It’s safe to say the main priority for new Roma director of sport Gianluca Petrachi was finding a goalkeeper to replace the disastrous Robin Olsen. Despite that failed experiment, the Giallorossi have again gone for a foreign shot-stopper with no Serie A experience in Real Betis ‘keeper Pau Lopez.
Not only are many fans not familiar with the 24-year-old, but he also becomes the most expensive goalkeeper ever signed by the club at around €28m and the eighth costliest in football history, on a par with Manuel Neuer.
Roma fans can rest assured, though, as Pau Lopez showcased his talent and put together an impressive league campaign despite Los Verdiblancos’ 10th-place finish. For those Romanisti unfamiliar with Lopez’s playing style, he can be classified as a sweeper-keeper, but he is definitely not limited to that role.
Lopez combines his confidence to journey beyond his 18-yard-box with cat-like reflexes and great positional awareness, as well as a spectacular sense of when to charge attackers when faced with a one-on-one situation.
Lopez’s 6ft 2in frame and his reflexes go hand-in-hand to allow him to be a secure shot-stopper, and his positional awareness in relation to where he is in front of his goal line puts him in the right place at the right time more often than not.
Examples of this were seen during his time at Betis whenever Lopez would have to ensure that his near post was covered whenever strikers came barreling in from either side, as well as when crosses would come into the box and he would have to put himself in the best position to stop an incoming header.
As Chiesa di Totti point out in their analysis of Lopez in comparison to Roma's previous two goalkeepers, the Spaniard’s willingness to rush out of his goal and close down attackers directly contrasts with Olsen. Indeed, Lopez won 25% of one-on-one situations last season, a better record than even former Roma goalkeeper Alisson Becker.

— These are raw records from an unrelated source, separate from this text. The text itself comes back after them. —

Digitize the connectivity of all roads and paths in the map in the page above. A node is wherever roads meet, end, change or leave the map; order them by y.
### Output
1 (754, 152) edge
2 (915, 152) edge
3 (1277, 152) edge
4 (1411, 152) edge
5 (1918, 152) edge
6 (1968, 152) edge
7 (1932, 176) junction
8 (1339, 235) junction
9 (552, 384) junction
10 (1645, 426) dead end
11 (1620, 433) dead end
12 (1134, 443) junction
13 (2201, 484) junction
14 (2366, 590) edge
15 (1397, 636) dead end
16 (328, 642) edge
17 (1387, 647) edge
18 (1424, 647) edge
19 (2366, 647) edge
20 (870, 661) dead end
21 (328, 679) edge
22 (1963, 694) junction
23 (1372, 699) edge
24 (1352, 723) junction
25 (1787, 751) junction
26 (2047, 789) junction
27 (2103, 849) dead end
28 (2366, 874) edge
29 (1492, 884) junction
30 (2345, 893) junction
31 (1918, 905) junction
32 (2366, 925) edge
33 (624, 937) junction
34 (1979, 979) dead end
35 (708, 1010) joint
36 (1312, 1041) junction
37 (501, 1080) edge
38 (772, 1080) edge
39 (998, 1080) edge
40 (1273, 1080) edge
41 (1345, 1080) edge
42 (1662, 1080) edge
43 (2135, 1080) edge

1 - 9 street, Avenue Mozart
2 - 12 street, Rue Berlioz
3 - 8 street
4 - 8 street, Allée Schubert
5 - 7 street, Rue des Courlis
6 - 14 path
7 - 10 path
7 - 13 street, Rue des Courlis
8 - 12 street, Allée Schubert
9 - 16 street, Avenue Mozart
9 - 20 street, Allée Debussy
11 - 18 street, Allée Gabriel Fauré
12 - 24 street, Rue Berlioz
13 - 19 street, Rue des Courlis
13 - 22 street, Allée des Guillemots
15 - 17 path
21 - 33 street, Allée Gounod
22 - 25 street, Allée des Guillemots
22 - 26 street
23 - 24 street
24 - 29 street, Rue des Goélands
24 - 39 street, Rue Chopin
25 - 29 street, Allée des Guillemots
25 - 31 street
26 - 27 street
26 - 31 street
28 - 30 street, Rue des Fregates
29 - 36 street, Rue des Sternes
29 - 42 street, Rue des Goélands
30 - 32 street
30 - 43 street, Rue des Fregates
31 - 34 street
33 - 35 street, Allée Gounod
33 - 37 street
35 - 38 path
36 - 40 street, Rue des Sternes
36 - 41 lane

Despite his high success rate, Lopez will need to work on his timing. In the 2018-19 season, Pau Lopez conceded eight penalties when it was just himself who stood between an attacker and the goal. If his margin of error can be reduced, Lopez will become even more of an asset to Paulo Fonseca.
Possibly the most exciting aspect of Pau Lopez for Romanisti is his ability to play with the ball at his feet. At Betis, Lopez was integral in their passing game, one which saw Betis second in La Liga in share of possession. While holding the ball, Lopez attracts attackers to attempt to either close him or his passing options at centre-back or full-back. This, in turn, creates space for Lopez to either play the ball out wide or dink it over to the midfield to allow for his teammates to have an advantage going forward to how drawn in the opposing attackers are.
Fonseca’s style will be one of possession at Roma, so bringing in a ‘keeper with Lopez’s capabilities will be instrumental in the Giallorossi’s progression going forward. As previously mentioned, teams pushing forward gives Pau Lopez the opportunity to create space to play the ball over to his teammates.
However, with Italian teams more inclined to sit deeper into their own half, we could very well see Lopez venture forward as far as being between his own centre-backs. This would be in an attempt to bring about the same effect, rather it’d take place higher up the pitch.
While Pau Lopez may not be a global star or at the level of a world-class goalkeeper yet, it doesn’t take away from the fact that he fits the system Fonseca is looking to implement at Roma. With all that in mind, Romanisti can be hopeful knowing that the club have brought in a very promising ‘keeper with the capability to do big things for the Giallorossi.